Monday, Jan. 13, 1930
Snobbisme
"Messieurs, what is it but snobbery--le snobbism epouvantable--which causes Frenchmen to buy foreign cars?" demanded Louis Renault, Dean of French motor makers, last week. "If foreign cars should come to dominate the French market, what a calamity! . . . To have lost a million and a half men in the war to escape German tutelage, only to fall under the tutelage of America! Mon Dieu that would be more than Frenchmen could bear! Tell these things to your readers--urge them to support the wise, the necessary law of M. Flandin." French reporters bowed and withdrew.
Six weeks ago M. Pierre Etienne Flandin, Minister of Commerce, sent an ultimatum in the direction of the U. S. Senate: "If others build tariff walls, France will build tariff walls!" (TIME, Dec. 2). M. Flandin's wall, scheduled to go before the Chamber of Deputies this month, provides: 1) Increased duties on assembly parts ranging from 30% to 200%; 2) The present ad valorem duty of 45% on complete cars raised to 90%, practically a prohibitive duty.
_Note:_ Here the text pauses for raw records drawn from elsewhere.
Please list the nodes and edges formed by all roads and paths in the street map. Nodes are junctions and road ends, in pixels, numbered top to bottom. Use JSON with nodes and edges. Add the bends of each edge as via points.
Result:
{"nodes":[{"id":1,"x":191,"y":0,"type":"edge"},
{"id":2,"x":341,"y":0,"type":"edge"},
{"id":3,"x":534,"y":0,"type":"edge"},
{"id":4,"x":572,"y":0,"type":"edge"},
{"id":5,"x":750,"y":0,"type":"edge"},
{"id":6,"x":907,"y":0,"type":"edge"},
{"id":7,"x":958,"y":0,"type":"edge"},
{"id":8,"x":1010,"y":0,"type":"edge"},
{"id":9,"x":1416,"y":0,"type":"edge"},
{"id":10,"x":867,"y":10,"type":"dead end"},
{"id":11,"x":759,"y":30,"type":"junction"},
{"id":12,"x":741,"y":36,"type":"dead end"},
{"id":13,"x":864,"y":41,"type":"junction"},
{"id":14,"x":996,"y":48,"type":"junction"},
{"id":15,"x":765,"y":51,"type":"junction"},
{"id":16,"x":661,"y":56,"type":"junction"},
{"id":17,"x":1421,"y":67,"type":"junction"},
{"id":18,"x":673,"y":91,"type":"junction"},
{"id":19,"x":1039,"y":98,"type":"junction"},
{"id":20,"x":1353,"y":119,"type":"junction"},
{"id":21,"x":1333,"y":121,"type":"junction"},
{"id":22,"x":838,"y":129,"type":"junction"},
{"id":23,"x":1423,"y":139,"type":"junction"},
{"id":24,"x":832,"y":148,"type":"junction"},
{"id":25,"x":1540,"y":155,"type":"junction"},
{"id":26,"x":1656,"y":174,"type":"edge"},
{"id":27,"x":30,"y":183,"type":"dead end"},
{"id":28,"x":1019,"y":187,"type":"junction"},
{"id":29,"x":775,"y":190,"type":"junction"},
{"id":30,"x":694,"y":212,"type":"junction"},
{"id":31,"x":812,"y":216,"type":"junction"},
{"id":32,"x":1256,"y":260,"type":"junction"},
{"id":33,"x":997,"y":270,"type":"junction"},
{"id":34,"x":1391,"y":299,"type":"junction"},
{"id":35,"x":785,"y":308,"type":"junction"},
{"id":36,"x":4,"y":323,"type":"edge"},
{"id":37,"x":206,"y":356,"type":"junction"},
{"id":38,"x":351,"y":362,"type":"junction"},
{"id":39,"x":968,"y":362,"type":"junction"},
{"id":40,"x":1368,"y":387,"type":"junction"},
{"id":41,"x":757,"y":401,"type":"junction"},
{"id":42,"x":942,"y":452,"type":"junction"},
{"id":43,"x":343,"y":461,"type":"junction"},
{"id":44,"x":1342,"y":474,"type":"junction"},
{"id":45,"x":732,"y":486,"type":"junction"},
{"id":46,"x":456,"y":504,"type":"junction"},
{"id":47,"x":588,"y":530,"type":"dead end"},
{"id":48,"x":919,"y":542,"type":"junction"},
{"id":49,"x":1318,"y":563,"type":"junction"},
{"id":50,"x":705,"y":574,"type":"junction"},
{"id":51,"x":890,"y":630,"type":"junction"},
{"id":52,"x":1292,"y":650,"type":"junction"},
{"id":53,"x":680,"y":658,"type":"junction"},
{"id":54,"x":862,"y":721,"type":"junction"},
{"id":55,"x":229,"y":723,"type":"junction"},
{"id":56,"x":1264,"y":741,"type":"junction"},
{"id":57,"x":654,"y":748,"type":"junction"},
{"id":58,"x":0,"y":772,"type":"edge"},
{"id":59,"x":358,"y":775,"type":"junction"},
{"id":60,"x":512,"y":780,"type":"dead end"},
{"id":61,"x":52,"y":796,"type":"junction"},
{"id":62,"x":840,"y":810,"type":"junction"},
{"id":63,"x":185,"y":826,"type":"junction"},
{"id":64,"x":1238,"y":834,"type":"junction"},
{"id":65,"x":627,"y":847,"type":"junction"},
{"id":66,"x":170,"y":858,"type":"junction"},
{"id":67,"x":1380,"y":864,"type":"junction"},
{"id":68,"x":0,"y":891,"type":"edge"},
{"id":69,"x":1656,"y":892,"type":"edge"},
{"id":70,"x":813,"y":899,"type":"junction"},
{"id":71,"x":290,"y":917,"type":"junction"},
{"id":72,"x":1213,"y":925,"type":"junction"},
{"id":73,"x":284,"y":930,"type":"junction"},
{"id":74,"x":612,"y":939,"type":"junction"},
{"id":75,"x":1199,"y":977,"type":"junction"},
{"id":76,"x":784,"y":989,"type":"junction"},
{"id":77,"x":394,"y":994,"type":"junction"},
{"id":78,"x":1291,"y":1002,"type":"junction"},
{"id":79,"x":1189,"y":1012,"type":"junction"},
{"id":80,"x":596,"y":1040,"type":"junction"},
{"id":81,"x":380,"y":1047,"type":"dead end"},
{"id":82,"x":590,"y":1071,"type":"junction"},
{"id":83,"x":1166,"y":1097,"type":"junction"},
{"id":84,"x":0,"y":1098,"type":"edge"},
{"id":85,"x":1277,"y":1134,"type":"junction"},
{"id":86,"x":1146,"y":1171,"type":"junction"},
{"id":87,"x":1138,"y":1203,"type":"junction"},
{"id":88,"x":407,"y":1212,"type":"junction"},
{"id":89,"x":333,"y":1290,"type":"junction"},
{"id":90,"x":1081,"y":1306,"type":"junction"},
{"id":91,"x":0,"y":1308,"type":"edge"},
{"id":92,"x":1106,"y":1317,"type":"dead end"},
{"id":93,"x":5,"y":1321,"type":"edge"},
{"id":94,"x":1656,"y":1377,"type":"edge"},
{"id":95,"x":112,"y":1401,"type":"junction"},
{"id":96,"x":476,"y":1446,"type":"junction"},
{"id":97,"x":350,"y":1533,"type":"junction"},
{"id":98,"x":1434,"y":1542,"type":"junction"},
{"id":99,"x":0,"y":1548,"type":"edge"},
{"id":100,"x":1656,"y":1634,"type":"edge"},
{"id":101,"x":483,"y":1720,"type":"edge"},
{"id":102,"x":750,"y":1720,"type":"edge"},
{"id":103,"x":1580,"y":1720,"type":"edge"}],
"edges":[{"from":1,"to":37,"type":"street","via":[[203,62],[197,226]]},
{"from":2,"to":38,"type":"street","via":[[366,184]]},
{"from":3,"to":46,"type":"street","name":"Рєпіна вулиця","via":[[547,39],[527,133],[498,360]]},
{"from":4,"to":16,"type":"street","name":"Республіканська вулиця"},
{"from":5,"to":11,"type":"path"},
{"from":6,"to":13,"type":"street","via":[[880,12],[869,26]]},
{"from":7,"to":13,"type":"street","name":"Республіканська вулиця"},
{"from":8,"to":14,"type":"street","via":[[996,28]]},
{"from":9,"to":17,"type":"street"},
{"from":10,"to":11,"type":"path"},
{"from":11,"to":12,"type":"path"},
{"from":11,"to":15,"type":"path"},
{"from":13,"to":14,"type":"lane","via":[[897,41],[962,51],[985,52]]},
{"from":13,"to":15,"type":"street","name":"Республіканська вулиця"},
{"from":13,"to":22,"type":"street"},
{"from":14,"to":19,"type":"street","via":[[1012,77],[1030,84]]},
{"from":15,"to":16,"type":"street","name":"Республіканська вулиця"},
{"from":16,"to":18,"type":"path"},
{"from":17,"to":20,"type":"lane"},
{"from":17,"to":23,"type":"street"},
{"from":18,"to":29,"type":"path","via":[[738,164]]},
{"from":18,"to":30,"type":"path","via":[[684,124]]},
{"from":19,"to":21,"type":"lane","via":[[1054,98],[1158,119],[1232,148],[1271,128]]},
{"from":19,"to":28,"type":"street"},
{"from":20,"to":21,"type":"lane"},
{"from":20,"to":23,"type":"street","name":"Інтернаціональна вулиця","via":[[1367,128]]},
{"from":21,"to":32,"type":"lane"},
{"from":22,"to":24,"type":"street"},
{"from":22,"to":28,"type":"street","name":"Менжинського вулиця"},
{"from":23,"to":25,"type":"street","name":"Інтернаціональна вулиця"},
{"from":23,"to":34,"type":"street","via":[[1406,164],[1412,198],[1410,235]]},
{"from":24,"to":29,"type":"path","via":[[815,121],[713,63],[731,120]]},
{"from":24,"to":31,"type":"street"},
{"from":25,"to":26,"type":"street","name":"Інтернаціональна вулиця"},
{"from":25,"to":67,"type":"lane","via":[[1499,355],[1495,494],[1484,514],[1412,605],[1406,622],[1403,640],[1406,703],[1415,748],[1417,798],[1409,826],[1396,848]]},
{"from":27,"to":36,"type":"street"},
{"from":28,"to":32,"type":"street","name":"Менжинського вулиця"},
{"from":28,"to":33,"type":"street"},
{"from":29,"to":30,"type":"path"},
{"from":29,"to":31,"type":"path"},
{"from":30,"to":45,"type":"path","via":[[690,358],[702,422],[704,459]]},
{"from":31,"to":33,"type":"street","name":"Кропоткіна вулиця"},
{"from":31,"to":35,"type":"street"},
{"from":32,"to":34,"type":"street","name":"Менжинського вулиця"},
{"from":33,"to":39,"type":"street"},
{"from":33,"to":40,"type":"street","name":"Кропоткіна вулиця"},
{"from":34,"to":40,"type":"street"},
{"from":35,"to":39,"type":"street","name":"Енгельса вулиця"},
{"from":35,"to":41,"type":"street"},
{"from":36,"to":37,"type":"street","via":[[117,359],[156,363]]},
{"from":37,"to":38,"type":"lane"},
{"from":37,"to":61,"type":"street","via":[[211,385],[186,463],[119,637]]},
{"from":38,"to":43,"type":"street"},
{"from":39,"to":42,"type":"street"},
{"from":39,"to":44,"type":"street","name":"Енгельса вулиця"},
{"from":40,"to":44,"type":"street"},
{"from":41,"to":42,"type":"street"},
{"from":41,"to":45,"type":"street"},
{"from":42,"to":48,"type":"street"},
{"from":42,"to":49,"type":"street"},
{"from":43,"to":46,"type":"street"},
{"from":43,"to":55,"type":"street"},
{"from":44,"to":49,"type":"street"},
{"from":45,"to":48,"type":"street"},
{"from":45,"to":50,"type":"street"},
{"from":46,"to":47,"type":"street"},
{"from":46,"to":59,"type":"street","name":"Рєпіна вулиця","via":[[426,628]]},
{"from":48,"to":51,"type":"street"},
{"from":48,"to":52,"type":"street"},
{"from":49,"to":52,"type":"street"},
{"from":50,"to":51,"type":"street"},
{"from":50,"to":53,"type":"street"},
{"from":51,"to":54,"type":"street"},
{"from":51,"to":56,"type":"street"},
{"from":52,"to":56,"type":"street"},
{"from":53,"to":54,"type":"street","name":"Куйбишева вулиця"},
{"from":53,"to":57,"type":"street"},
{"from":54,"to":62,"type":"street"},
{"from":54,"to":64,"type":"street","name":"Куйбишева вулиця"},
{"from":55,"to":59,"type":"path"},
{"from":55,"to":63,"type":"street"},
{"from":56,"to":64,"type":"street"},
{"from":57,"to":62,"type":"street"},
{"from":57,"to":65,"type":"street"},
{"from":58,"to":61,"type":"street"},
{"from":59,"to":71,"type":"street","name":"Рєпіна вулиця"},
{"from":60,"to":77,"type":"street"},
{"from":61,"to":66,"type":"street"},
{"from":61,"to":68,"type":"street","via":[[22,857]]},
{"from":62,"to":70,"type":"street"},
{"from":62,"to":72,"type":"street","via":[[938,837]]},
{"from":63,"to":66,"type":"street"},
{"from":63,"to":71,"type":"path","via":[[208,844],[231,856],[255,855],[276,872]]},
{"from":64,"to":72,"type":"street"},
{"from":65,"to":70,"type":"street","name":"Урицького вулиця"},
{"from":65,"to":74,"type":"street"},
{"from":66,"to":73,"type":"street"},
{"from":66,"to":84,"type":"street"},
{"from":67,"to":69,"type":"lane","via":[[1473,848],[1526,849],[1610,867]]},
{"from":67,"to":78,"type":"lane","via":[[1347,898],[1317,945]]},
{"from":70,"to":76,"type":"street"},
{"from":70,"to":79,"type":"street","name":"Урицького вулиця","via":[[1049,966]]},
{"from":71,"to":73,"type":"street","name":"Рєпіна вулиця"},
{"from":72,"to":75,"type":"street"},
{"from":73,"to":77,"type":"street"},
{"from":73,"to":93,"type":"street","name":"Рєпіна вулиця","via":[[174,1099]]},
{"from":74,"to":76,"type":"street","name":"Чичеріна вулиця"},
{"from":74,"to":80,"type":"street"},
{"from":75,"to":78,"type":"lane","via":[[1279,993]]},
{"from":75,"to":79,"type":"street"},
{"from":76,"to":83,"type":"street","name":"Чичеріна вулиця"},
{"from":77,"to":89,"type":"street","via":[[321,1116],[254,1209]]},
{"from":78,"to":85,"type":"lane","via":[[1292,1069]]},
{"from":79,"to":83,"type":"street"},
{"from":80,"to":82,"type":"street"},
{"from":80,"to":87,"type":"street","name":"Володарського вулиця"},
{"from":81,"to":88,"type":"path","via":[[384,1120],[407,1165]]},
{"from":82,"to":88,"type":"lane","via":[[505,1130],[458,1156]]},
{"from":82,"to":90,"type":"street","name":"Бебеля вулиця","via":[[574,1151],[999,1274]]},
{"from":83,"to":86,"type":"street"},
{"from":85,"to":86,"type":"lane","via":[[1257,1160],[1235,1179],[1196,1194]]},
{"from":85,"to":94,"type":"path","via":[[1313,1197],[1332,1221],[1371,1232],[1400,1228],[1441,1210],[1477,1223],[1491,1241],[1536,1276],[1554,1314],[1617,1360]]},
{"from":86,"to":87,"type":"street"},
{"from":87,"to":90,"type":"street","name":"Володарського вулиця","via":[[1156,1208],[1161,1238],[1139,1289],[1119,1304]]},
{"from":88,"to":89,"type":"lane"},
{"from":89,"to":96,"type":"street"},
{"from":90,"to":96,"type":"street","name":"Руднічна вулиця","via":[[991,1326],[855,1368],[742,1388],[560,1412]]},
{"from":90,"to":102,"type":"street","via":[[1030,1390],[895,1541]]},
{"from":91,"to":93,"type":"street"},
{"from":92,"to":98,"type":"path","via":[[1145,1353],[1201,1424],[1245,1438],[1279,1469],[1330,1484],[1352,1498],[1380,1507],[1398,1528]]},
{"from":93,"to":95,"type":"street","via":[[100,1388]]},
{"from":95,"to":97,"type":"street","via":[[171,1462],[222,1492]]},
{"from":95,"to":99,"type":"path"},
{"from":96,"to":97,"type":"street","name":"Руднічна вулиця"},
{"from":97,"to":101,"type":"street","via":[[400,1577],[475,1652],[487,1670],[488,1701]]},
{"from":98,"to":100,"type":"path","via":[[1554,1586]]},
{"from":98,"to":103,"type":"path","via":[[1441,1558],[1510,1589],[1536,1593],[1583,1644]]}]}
Correspondents were told by U. S. motor men in Paris that such duties would mean doubling the retail price of Fords assembled in France, thus making it impossible for this car, shrewdly advertised as Le Ford Franc,ais, to compete with what French Ford salesmen call "other French cars" such as Citroens, Baby Peugeots, Baby Renaults.
Immediate result of publication of the Flandin Tariff Bill: Prime Minister Andre Tardieu of France was pressingly invited to a strictly private dinner by the new U. S. Ambassador, onetime Senator Walter Evans Edge, who, though he believes in a high U. S. Tariff, must convince M. Tardieu that a high French tariff would be injudicious.